Java News from Tuesday, December 11, 2007

Michael Ernst has posted the early draft review specification of JSR 308: Annotations on Java Types . Quoting from the spec,

JSR 308 proposes an extension to Java’s annotation system [Bra04a] that permits annotations to appear on any use of a type. (By contrast, Java SE 6 permits annotations to appear only on class/method/field/variable declarations; JSR 308 is backward-compatible and continues to permit those annotations.) Such a generalization removes arbitrary limitations of Java’s annotation system, and it enables new uses of annotations.

This proposal also notes a few other possible extensions to annotations (see Section D). This document specifies the syntax of extended Java annotations, but it makes no commitment as to their semantics. As with Java’s existing annotations [Bra04a], the semantics is dependent on annotation processors (compiler plug-ins), and not every annotation is necessarily sensible in every location where it is syntactically permitted to appear. This proposal is compatible with existing annotations, such as those specified in JSR 250, “Common Annotations for the Java Platform” [Mor06], and JSR 305, “Annotations for Software Defect Detection” [Pug06]. (For a comparison of JSR 305 and JSR 308, see Section D.4.3, page 25.)

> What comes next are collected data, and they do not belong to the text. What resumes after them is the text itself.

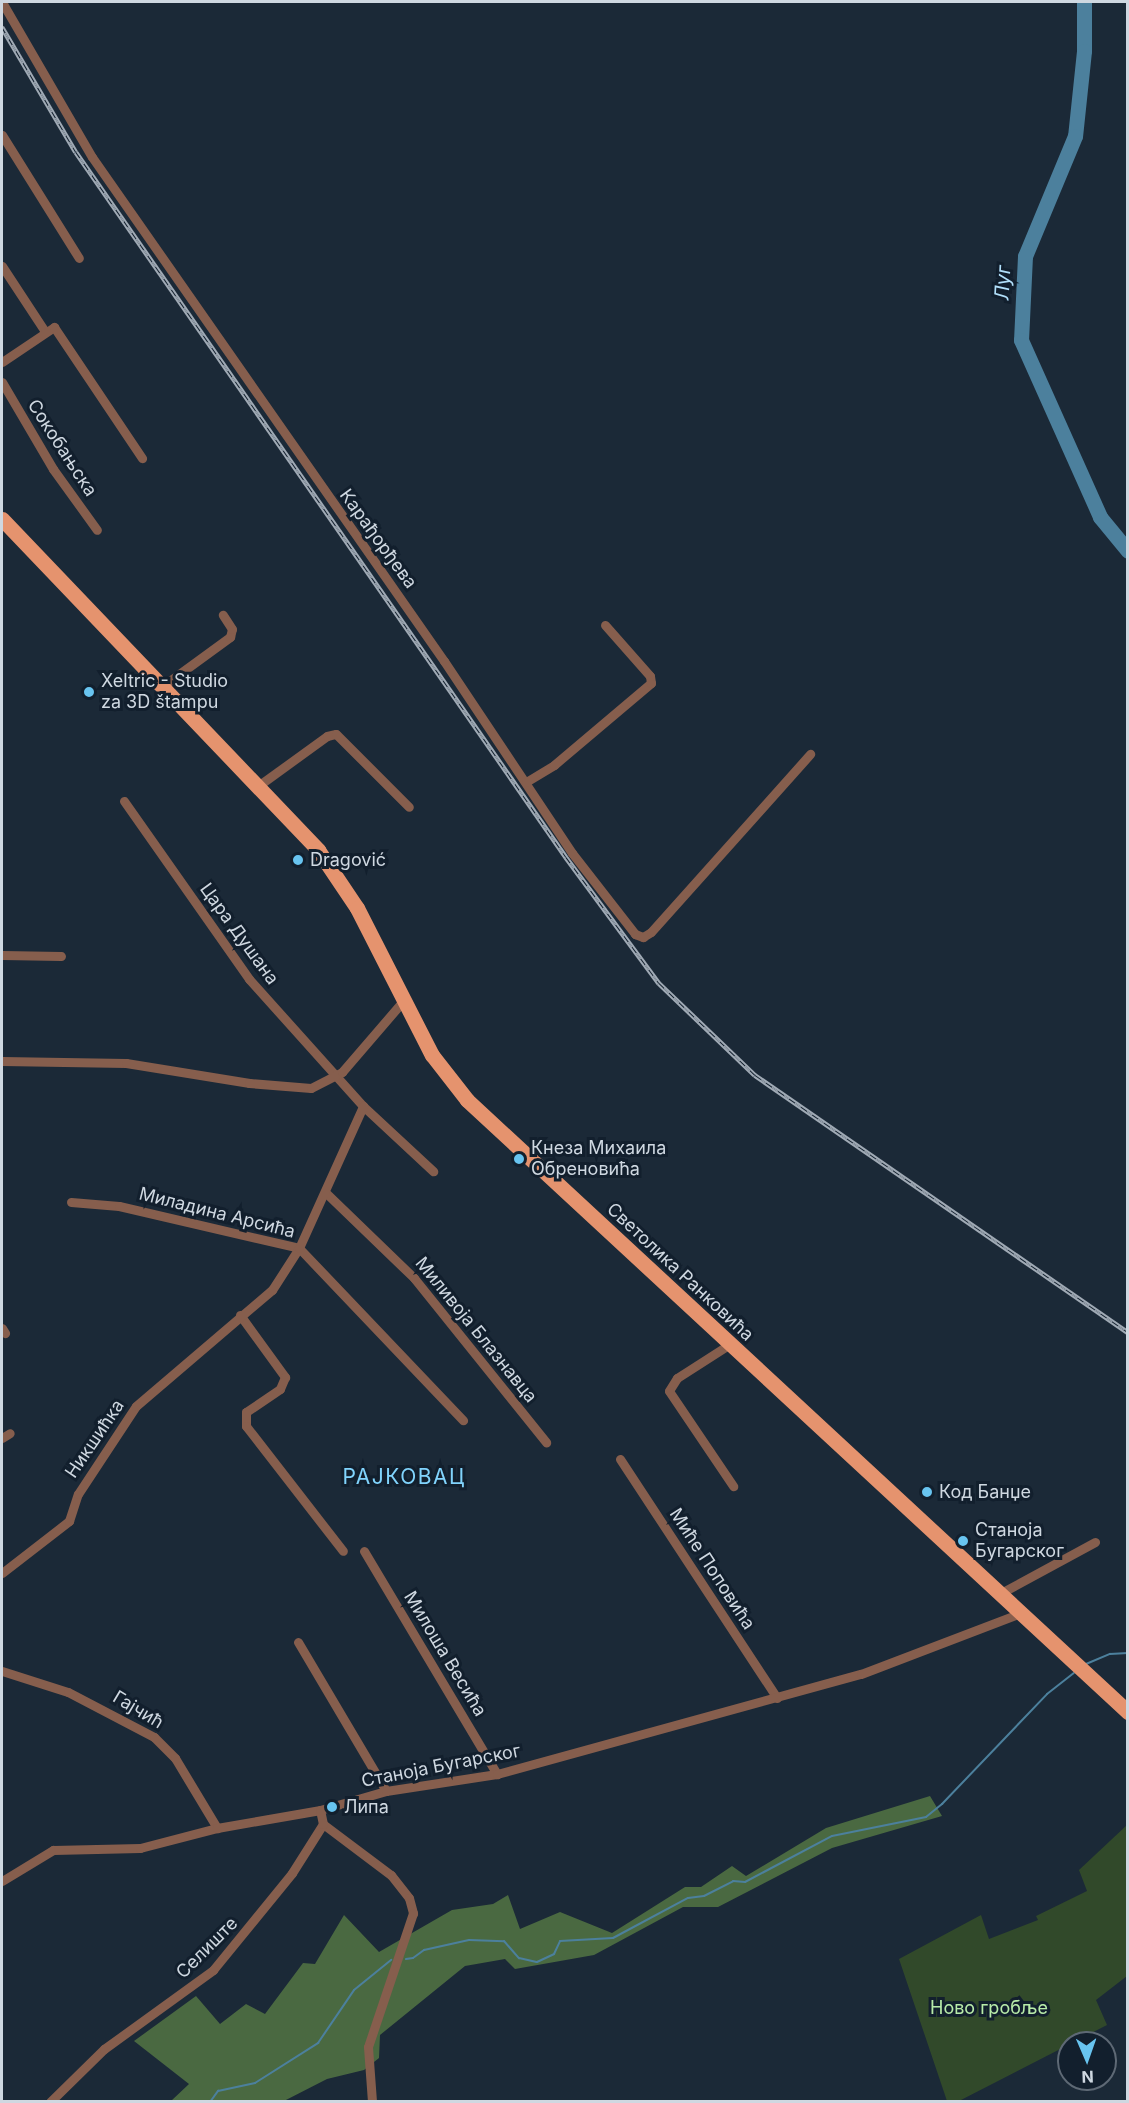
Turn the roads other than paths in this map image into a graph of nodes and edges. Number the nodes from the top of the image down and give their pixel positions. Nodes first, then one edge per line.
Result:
1 (2, 2) edge
2 (2, 135) edge
3 (79, 258) dead end
4 (2, 266) edge
5 (44, 330) junction
6 (2, 362) edge
7 (2, 382) edge
8 (142, 458) dead end
9 (2, 519) edge
10 (97, 530) dead end
11 (223, 615) dead end
12 (606, 625) dead end
13 (160, 688) junction
14 (810, 754) dead end
15 (526, 782) junction
16 (258, 786) junction
17 (124, 801) dead end
18 (409, 807) dead end
19 (2, 955) edge
20 (61, 956) dead end
21 (403, 1001) junction
22 (2, 1061) edge
23 (337, 1077) junction
24 (363, 1106) junction
25 (433, 1171) dead end
26 (325, 1192) junction
27 (71, 1202) dead end
28 (298, 1248) junction
29 (240, 1315) junction
30 (730, 1344) junction
31 (463, 1419) dead end
32 (546, 1442) dead end
33 (620, 1459) dead end
34 (733, 1486) dead end
35 (1095, 1542) dead end
36 (343, 1551) dead end
37 (364, 1551) dead end
38 (2, 1573) edge
39 (1001, 1593) junction
40 (1021, 1613) junction
41 (298, 1642) dead end
42 (2, 1671) edge
43 (777, 1698) junction
44 (1128, 1712) edge
45 (497, 1774) junction
46 (386, 1791) junction
47 (320, 1810) junction
48 (323, 1824) junction
49 (217, 1828) junction
50 (2, 1881) edge
51 (50, 2102) edge
52 (372, 2102) edge

1 - 15 street, Карађорђева
2 - 3 street
4 - 5 street
5 - 6 street
5 - 8 street
7 - 10 street, Сокобањска
9 - 13 main road, Светолика Ранковића
11 - 13 street
12 - 15 street
13 - 16 main road, Светолика Ранковића
14 - 15 street, Карађорђева
16 - 18 street
16 - 21 main road, Светолика Ранковића
17 - 23 street, Цара Душана
19 - 20 street
21 - 23 street
21 - 30 main road, Светолика Ранковића
22 - 23 street
23 - 24 street, Цара Душана
24 - 25 street, Цара Душана
24 - 26 street, Никшићка
26 - 28 street, Никшићка
26 - 32 street, Миливоја Блазнавца
27 - 28 street, Миладина Арсића
28 - 29 street, Никшићка
28 - 31 street, Миладина Арсића
29 - 36 street
29 - 38 street, Никшићка
30 - 34 street
30 - 39 main road, Светолика Ранковића
33 - 43 street, Миће Поповића
35 - 39 street
37 - 45 street, Милоша Весића
39 - 40 main road, Светолика Ранковића
40 - 43 street, Станоја Бугарског
40 - 44 main road, Светолика Ранковића
41 - 46 street
42 - 49 street, Гајчић
43 - 45 street, Станоја Бугарског
45 - 46 street, Станоја Бугарског
46 - 47 street, Станоја Бугарског
47 - 48 street
47 - 49 street, Станоја Бугарског
48 - 51 street, Селиште
48 - 52 street
49 - 50 street, Станоја Бугарског

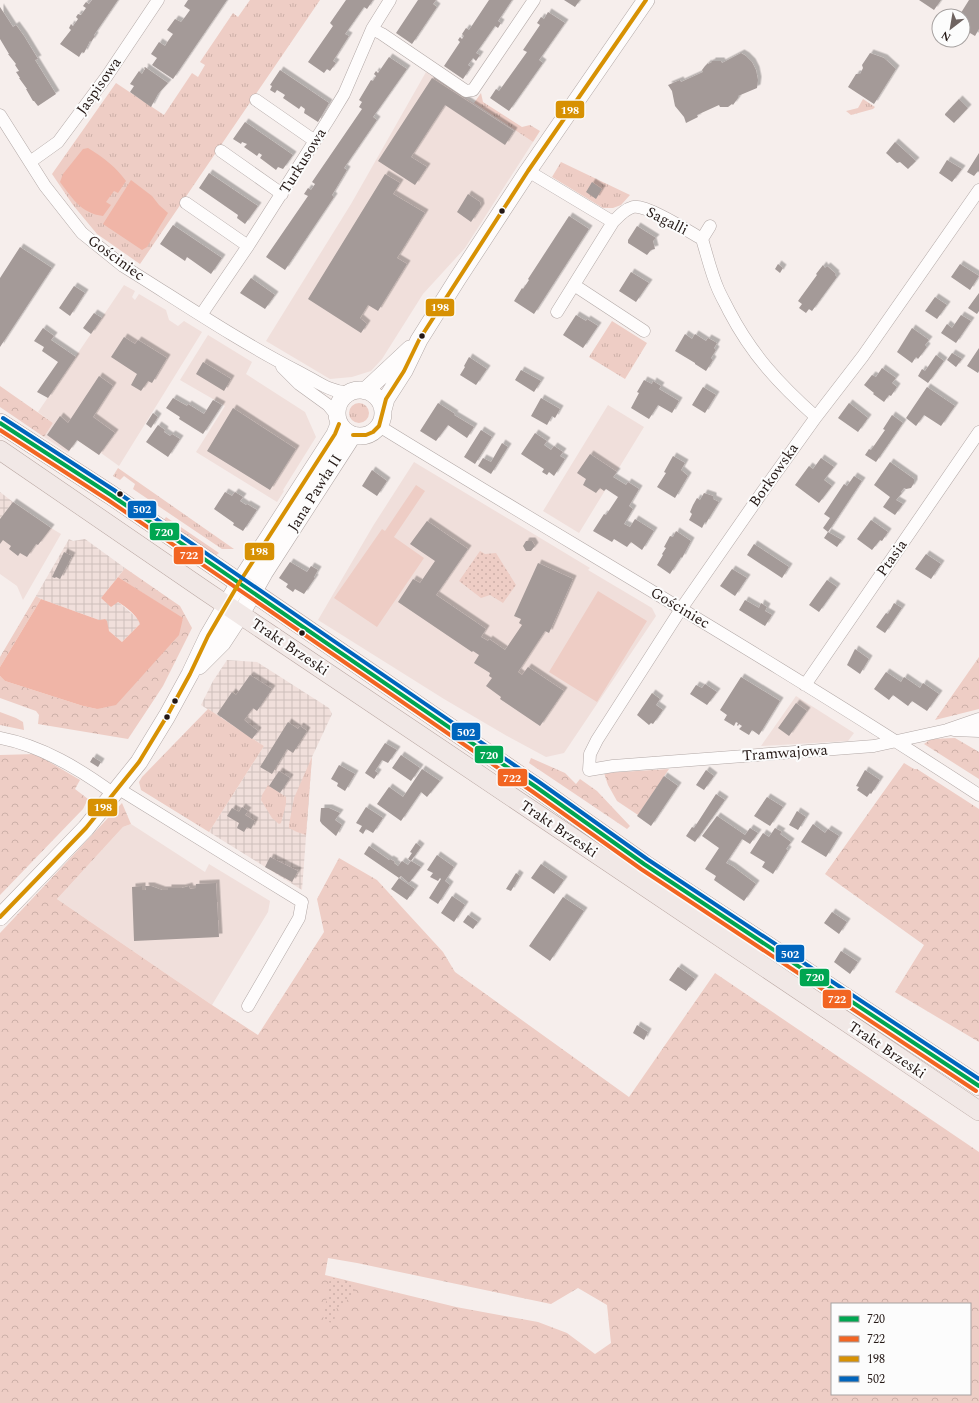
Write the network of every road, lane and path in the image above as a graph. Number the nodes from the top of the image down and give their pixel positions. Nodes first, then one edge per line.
1 (158, 0) edge
2 (390, 0) edge
3 (534, 0) edge
4 (646, 0) edge
5 (372, 29) junction
6 (256, 100) dead end
7 (0, 115) edge
8 (315, 141) junction
9 (221, 151) dead end
10 (30, 162) junction
11 (528, 171) junction
12 (979, 190) edge
13 (282, 194) junction
14 (186, 203) dead end
15 (613, 222) junction
16 (710, 226) dead end
17 (702, 239) junction
18 (248, 246) junction
19 (574, 285) junction
20 (557, 312) dead end
21 (201, 315) junction
22 (644, 331) dead end
23 (419, 340) junction
24 (272, 358) junction
25 (357, 392) junction
26 (816, 417) junction
27 (381, 418) junction
28 (338, 420) junction
29 (0, 423) edge
30 (979, 432) edge
31 (353, 435) junction
32 (0, 450) edge
33 (246, 587) junction
34 (233, 609) junction
35 (681, 609) junction
36 (805, 685) junction
37 (979, 719) edge
38 (947, 730) junction
39 (979, 731) edge
40 (0, 738) edge
41 (896, 741) junction
42 (589, 770) joint
43 (117, 791) junction
44 (979, 795) edge
45 (0, 917) edge
46 (248, 1006) dead end
47 (979, 1086) edge
48 (979, 1111) edge

1 - 10 street, Jaspisowa
2 - 5 street, Turkusowa
3 - 5 street
4 - 11 street
5 - 8 street, Turkusowa
6 - 8 street
7 - 10 street, Gościniec
8 - 13 street, Turkusowa
9 - 13 street
10 - 21 street, Gościniec
11 - 15 street
11 - 23 street
12 - 26 street, Borkowska
13 - 18 street, Turkusowa
14 - 18 street
15 - 17 street, Sagalli
15 - 19 street, Sagalli
16 - 17 street
17 - 26 street
18 - 21 street, Turkusowa
19 - 20 street, Sagalli
19 - 22 street
21 - 24 street, Gościniec
23 - 25 street
23 - 27 street
24 - 25 street, Gościniec
24 - 28 street, Gościniec
25 - 27 street
25 - 28 street
26 - 35 street, Borkowska
27 - 31 street
27 - 35 street, Gościniec
28 - 31 street
28 - 33 street, Jana Pawła II
29 - 33 main road, Trakt Brzeski
30 - 36 street, Ptasia
31 - 33 street, Jana Pawła II
32 - 34 main road, Trakt Brzeski
33 - 34 street
33 - 47 main road, Trakt Brzeski
34 - 43 street
34 - 48 main road, Trakt Brzeski
35 - 36 street, Gościniec
35 - 42 street, Borkowska
36 - 41 street, Gościniec
37 - 38 street, Tramwajowa
38 - 39 street
38 - 41 street, Tramwajowa
40 - 43 street
41 - 42 street, Tramwajowa
41 - 44 street, Gościniec
43 - 45 street
43 - 46 street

This proposal does not change the compile-time, load-time, or run-time semantics of Java. It does not change the abilities of Java annotation processors as defined in JSR 269 [Dar06]. The proposal merely makes annotations more general — and thus more useful for their current purposes, and also usable for new purposes that are compatible with the original vision for annotations

Here's an example from the spec:

@NonNullDefault
class DAG {

  Set<Edge> edges;

 // ...

 List<Vertex> getNeighbors(@Interned @Readonly Vertex v) @Readonly {
 List<Vertex> neighbors = new LinkedList<Vertex>();
 for (Edge e : edges) {
   if (e.from() == v) neighbors.add(e.to());
 }
 return neighbors;

}

I don't know. I could see how this could be useful, but it also make signatures even harder to read. I haven't yet made up my mind whether the benefits of this proposal outweigh the costs.